## WHAT THE TASK ASKS
All records are to be reproduced verbatim, with images omitted.

## Stored items from a collection
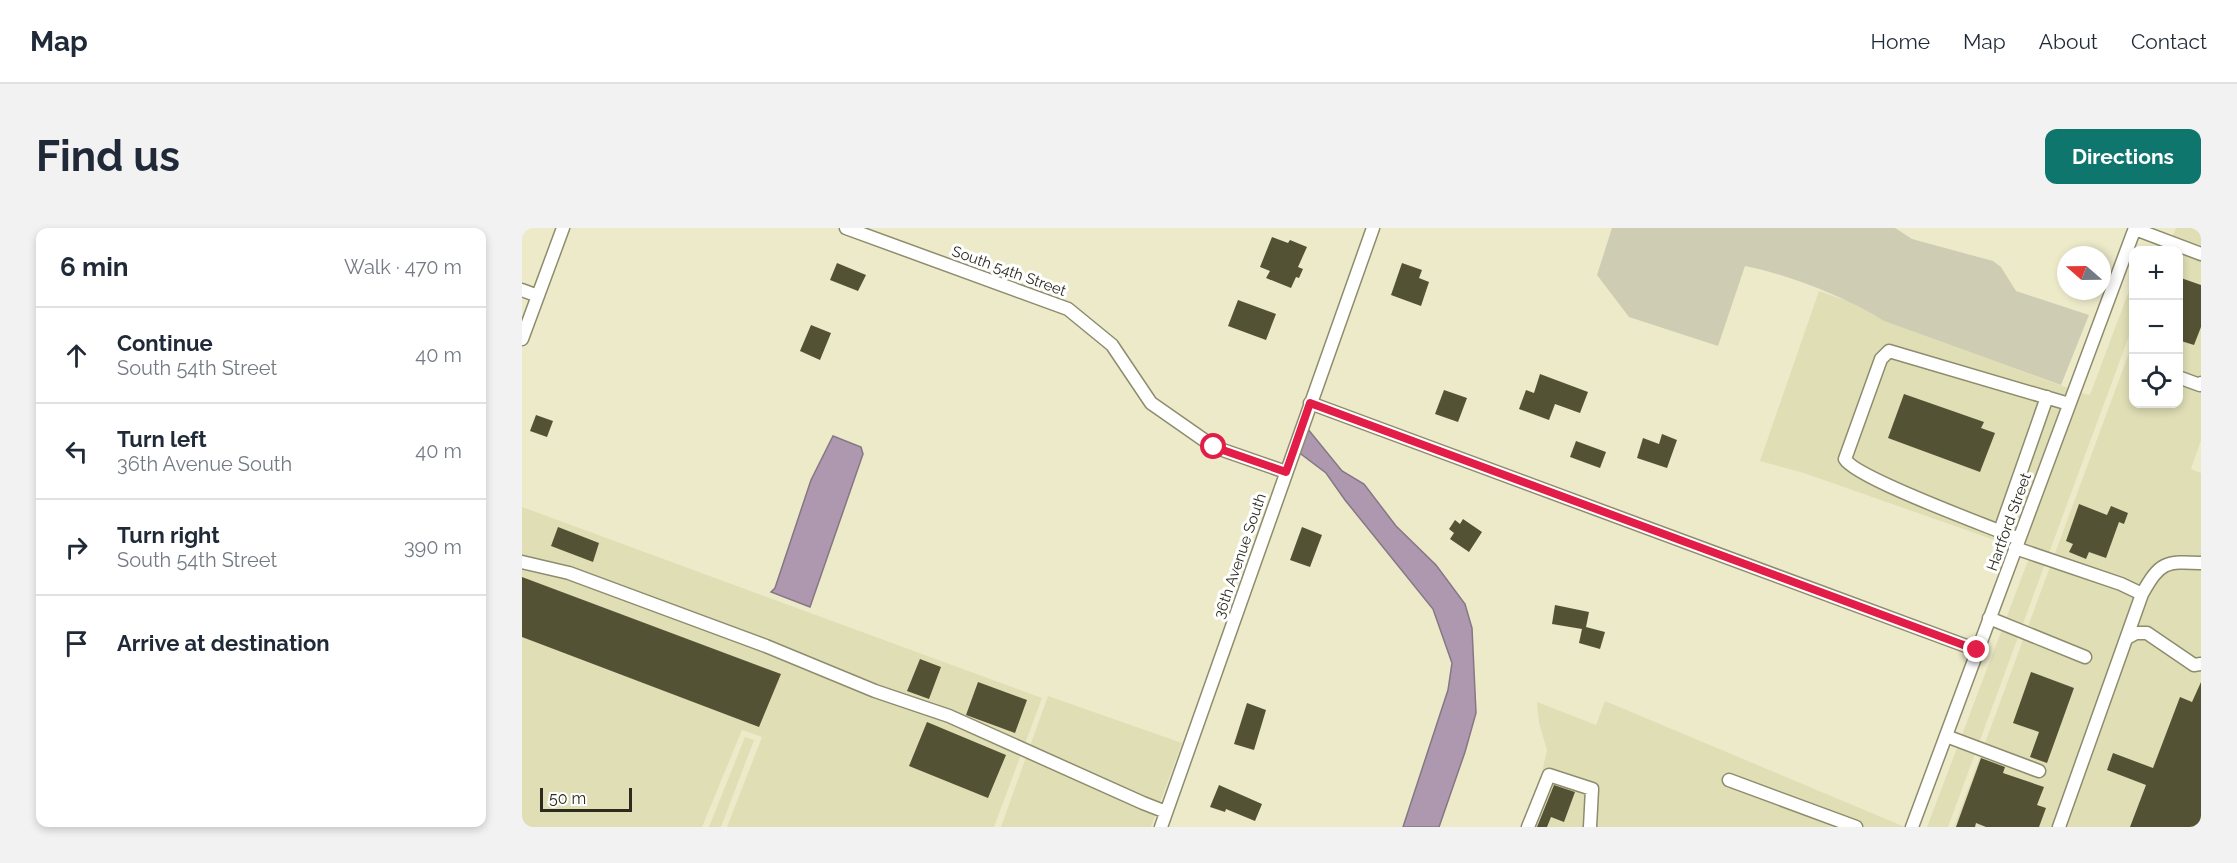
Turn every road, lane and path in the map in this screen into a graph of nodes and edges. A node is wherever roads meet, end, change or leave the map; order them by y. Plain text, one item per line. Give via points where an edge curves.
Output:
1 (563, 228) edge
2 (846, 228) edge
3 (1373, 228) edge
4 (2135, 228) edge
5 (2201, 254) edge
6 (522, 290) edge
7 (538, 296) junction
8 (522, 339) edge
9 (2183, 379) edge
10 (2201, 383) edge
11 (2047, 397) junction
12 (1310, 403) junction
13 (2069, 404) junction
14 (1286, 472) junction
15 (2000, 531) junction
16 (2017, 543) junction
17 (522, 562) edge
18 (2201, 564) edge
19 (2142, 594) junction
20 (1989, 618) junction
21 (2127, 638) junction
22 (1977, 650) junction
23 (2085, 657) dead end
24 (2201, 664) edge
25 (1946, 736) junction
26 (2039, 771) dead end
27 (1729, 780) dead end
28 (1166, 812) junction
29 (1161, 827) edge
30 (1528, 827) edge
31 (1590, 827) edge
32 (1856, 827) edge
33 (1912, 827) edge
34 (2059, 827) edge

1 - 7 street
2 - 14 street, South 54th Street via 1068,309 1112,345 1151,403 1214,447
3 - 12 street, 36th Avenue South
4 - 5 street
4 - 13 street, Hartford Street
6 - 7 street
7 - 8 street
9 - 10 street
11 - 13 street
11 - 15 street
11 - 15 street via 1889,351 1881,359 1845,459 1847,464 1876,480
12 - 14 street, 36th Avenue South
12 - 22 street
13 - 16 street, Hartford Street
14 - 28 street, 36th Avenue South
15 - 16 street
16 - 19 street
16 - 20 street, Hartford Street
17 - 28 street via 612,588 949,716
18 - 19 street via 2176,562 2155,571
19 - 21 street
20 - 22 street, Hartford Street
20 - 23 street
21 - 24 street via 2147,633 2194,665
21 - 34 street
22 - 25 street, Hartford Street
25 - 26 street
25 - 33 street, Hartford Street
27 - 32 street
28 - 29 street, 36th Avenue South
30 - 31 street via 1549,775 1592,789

## WRITTEN SOLUTION
Turn every road, lane and path in the map in this screen into a graph of nodes and edges. A node is wherever roads meet, end, change or leave the map; order them by y. Plain text, one item per line. Give via points where an edge curves.
Output:
1 (563, 228) edge
2 (846, 228) edge
3 (1373, 228) edge
4 (2135, 228) edge
5 (2201, 254) edge
6 (522, 290) edge
7 (538, 296) junction
8 (522, 339) edge
9 (2183, 379) edge
10 (2201, 383) edge
11 (2047, 397) junction
12 (1310, 403) junction
13 (2069, 404) junction
14 (1286, 472) junction
15 (2000, 531) junction
16 (2017, 543) junction
17 (522, 562) edge
18 (2201, 564) edge
19 (2142, 594) junction
20 (1989, 618) junction
21 (2127, 638) junction
22 (1977, 650) junction
23 (2085, 657) dead end
24 (2201, 664) edge
25 (1946, 736) junction
26 (2039, 771) dead end
27 (1729, 780) dead end
28 (1166, 812) junction
29 (1161, 827) edge
30 (1528, 827) edge
31 (1590, 827) edge
32 (1856, 827) edge
33 (1912, 827) edge
34 (2059, 827) edge

1 - 7 street
2 - 14 street, South 54th Street via 1068,309 1112,345 1151,403 1214,447
3 - 12 street, 36th Avenue South
4 - 5 street
4 - 13 street, Hartford Street
6 - 7 street
7 - 8 street
9 - 10 street
11 - 13 street
11 - 15 street
11 - 15 street via 1889,351 1881,359 1845,459 1847,464 1876,480
12 - 14 street, 36th Avenue South
12 - 22 street
13 - 16 street, Hartford Street
14 - 28 street, 36th Avenue South
15 - 16 street
16 - 19 street
16 - 20 street, Hartford Street
17 - 28 street via 612,588 949,716
18 - 19 street via 2176,562 2155,571
19 - 21 street
20 - 22 street, Hartford Street
20 - 23 street
21 - 24 street via 2147,633 2194,665
21 - 34 street
22 - 25 street, Hartford Street
25 - 26 street
25 - 33 street, Hartford Street
27 - 32 street
28 - 29 street, 36th Avenue South
30 - 31 street via 1549,775 1592,789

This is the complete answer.